5 Things About Farts And Your Health That May Surprise You

Toots. Flatulence. Cutting the cheese. Throughout history, we’ve certainly come up with more than a handful of ways to talk about farting. If you’ve been feeling shy about letting one rip, here’s what you need to know about farts and why they benefit your health.

Some basic facts about farting

For starters, the average person farts between 10 and 20 times a day, which releases the equivalent of a two-liter bottle of gas per day. Flatulence occurs when we eat complex carbohydrates that we can’t fully digest, like whole grains, fruits and vegetables, which end up in the large intestine. Then, bacteria tears apart the food through a process of fermentation, which produces a gas byproduct.

It’s totally normal to fart on the regular. In fact, the frequency and smell can say a lot about our overall health and our digestive system. So, the sooner we ditch the notion that certain people don’t fart (like our partners), the better.

Can you fart too much?

Eating too quickly may cause excess farts.
Eating too quickly may cause excess farts.

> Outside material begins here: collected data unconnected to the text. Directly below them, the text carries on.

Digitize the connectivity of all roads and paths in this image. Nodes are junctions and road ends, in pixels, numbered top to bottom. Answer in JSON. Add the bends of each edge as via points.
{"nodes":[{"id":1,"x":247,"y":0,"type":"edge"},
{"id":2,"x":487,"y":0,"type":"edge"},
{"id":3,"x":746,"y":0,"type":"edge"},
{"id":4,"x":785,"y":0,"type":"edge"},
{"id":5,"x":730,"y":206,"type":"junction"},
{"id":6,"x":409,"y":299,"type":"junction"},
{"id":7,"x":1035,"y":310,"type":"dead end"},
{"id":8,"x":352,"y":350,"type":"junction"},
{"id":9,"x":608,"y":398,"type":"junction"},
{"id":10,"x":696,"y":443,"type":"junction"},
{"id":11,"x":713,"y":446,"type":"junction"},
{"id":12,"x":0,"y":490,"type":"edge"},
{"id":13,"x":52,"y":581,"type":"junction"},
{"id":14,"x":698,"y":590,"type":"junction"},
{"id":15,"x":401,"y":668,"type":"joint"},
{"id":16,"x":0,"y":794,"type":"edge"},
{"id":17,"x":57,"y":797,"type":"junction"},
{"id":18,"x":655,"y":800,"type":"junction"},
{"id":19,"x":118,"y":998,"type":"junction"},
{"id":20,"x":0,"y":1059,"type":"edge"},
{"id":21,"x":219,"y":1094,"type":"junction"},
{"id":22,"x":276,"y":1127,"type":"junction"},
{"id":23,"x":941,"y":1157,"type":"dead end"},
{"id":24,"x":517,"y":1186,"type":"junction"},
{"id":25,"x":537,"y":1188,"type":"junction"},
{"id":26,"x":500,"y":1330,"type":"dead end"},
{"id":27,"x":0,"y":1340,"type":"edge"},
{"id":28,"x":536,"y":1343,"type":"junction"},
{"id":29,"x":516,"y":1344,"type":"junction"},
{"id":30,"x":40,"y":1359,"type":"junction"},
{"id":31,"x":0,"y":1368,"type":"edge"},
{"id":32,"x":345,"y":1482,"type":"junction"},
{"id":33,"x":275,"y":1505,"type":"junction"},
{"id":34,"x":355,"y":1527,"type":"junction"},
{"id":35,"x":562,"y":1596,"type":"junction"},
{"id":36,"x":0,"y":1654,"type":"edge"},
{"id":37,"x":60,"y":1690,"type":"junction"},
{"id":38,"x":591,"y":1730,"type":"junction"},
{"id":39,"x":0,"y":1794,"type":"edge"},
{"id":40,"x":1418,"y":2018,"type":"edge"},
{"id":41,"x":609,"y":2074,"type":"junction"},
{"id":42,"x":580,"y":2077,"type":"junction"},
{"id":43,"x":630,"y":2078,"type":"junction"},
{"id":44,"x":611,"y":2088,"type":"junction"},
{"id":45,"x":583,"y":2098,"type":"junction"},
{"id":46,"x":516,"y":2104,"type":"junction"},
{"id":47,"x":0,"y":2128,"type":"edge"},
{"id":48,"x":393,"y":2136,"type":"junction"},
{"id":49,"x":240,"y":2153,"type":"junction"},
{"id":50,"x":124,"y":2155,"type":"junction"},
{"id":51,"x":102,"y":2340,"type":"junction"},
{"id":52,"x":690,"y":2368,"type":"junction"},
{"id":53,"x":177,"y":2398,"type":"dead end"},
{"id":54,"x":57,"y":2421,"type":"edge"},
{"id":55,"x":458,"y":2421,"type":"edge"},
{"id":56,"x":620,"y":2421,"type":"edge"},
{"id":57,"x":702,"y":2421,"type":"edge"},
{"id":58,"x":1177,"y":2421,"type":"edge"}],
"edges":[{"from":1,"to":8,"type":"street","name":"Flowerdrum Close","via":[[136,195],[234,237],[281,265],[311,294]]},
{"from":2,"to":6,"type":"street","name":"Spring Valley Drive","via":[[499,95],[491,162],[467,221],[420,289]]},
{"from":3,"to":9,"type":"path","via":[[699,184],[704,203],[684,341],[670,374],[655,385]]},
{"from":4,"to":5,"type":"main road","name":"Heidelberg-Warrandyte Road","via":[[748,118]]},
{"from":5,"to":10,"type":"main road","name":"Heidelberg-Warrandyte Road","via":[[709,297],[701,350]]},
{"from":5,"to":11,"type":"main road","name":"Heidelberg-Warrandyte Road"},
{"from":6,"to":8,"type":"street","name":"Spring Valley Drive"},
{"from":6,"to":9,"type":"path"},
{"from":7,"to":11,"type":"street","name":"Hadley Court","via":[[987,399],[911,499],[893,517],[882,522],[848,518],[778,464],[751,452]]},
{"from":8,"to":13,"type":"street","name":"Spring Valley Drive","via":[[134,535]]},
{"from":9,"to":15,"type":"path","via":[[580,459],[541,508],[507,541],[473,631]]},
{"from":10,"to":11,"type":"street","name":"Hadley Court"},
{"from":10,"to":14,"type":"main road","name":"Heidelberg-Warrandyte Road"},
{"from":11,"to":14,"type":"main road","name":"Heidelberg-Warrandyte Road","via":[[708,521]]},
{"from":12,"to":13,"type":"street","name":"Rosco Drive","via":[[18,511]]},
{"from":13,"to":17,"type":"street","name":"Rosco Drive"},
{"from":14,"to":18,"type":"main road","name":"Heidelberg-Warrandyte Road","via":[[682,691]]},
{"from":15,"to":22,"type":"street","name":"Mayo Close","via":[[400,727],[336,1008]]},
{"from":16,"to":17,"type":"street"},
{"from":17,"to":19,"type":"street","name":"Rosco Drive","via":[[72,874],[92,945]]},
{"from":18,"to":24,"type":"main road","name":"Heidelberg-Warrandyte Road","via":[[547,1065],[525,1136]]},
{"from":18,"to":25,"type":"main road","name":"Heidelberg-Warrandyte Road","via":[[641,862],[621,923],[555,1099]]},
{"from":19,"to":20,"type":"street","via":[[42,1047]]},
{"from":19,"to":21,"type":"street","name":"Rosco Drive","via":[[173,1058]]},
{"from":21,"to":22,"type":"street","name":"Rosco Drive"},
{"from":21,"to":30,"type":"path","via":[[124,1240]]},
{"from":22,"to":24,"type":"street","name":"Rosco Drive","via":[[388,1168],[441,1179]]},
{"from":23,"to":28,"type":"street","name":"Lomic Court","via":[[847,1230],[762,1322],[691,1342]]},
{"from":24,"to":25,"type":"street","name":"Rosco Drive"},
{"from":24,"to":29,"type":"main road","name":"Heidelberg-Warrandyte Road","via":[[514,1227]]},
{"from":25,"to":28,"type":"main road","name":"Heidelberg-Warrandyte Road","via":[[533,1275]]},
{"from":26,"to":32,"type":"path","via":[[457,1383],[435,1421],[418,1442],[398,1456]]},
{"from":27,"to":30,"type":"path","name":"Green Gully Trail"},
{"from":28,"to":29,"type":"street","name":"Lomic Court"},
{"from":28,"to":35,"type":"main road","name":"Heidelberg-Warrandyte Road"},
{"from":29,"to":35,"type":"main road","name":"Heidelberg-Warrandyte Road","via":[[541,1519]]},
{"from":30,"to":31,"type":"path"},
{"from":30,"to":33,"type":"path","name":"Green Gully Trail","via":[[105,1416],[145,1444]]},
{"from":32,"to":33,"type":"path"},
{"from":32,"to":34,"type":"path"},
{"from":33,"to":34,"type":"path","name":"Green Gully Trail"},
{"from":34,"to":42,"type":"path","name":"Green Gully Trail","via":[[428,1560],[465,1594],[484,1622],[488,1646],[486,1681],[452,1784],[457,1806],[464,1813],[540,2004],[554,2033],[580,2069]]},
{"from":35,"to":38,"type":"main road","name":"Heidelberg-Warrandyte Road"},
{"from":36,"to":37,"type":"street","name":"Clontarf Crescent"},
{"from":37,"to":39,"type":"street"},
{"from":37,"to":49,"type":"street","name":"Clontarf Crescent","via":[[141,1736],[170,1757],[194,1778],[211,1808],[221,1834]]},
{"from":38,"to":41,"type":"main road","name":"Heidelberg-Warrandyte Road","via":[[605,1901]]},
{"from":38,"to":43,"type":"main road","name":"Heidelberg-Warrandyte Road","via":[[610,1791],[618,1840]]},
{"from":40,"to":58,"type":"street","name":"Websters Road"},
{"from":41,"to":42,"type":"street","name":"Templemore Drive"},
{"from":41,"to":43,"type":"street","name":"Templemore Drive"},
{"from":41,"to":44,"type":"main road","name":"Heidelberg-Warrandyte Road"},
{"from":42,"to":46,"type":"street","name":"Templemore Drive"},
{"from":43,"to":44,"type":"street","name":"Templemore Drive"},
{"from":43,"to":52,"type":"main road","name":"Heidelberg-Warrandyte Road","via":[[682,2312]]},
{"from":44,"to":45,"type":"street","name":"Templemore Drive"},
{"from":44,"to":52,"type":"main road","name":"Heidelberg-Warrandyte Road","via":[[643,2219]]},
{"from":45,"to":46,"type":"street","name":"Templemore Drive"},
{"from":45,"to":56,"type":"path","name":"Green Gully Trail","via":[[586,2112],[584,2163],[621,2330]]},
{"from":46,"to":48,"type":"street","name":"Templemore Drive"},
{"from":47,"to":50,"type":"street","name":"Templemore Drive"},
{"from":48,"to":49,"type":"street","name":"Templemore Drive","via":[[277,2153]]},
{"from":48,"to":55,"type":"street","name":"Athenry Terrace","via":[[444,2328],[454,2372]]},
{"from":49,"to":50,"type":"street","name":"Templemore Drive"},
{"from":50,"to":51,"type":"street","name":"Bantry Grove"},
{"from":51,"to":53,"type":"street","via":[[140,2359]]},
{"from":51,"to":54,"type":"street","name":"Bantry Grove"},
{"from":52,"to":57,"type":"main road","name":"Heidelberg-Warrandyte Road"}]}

Each individual is different, but if you’re farting more than 30 times per day, perhaps there’s a reason for it and your body is trying to communicate with you. If your excess gas is getting in the way of your life, or your farts are way too smelly, here may be some reasons behind your excess gas:

  • You chew gum
  • You eat too fast
  • You’re pregnant
  • You are constipated
  • You drink a lot of coffee
  • You’re lactose intolerant
  • You have bacterial overgrowth
  • You consume a vegetarian diet
  • You drink carbonated beverages
  • You’re going through menopause
  • You have a food allergy (like gluten)
  • You have irritable bowel syndrome or Crohn’s
  • You’re taking a medication with side effects, like ibuprofen

If you’re concerned that you fart too much, make some simple lifestyle changes and see your doctor. Now that we’ve got that out of the way, here are some more fun facts about farts that you need to know:

1. Roughly 99 percent of our farts don’t smell

It turns out, most of the gas you produce is odorless, containing hydrogen, carbon dioxide and methane. When your farts do stink, researchers have found that it’s the result of hydrogen sulfide. Compounds with sulfur in them produce a smelly odor, like beans, onions, cauliflower, broccoli, dairy and Brussels sprouts. Women are also more likely to have smelly farts than men.

2. Our brain is the reason we like our own farts

Rest assured that your farts smell just as bad as everyone else’s, but there’s a good reason you don’t mind. Put simply, you get used to your own farts over time. Think about it: if every time you smelled your own stink your nervous system picked up, your odor receptors would experience burnout pretty quickly. With consistent stimuli, odor receptors stop sending messages to the brain to respond. That’s why you don’t notice the scent of your home, but you notice the smell when you walk into someone else’s house — you’re not used to it, and your brain is responding.

3. Holding in a fart won’t make it go away

When your digestive system produces farts, you need to let them out.
When your digestive system produces farts, you need to let them out.

When you’re in a social situation, it may seem like holding in gas will make the urge to fart go away. However, this simply isn’t the case. Gas has to leave your body through your anus. So, even if you’re not aware of it, the fart may leak out slowly. Or, a suppressed fart could surprise you — and the people around you — with a sudden shift in your movement. Better to just excuse yourself to the bathroom and let one rip.

4. Smelling farts may be good for your health

A study published in Medicinal Chemistry Communications found that exposure to hydrogen sulfide (the gas byproduct created during digestion) may prevent damage to mitochondria. In fact, researchers found that hydrogen sulfide gas contained in rotten eggs and flatulence could be a factor in treating diseases, like cancer, strokes, heart attacks, arthritis and even dementia. In other words, smelling your own farts may prove vital for improving your health.

Ever heard the phrase “silent but deadly” about a particularly nasty fart? Turns out, this is because there’s less air to dilute the sulfur. But hey, whatever helps your health, right?

5. Too few farts means you need more fiber

There’s plenty of reasons that people fart too much, from lifestyle to food choices. But if you rarely pass gas, that’s a red flag too. it’s an indicator from your digestive system that you need more natural sources of fiber in your diet, like beans, brown rice, nuts, lentils or kale. As a bonus, including more fiber in your diet will help you stay fuller for longer, getting you closer to your weight loss goals.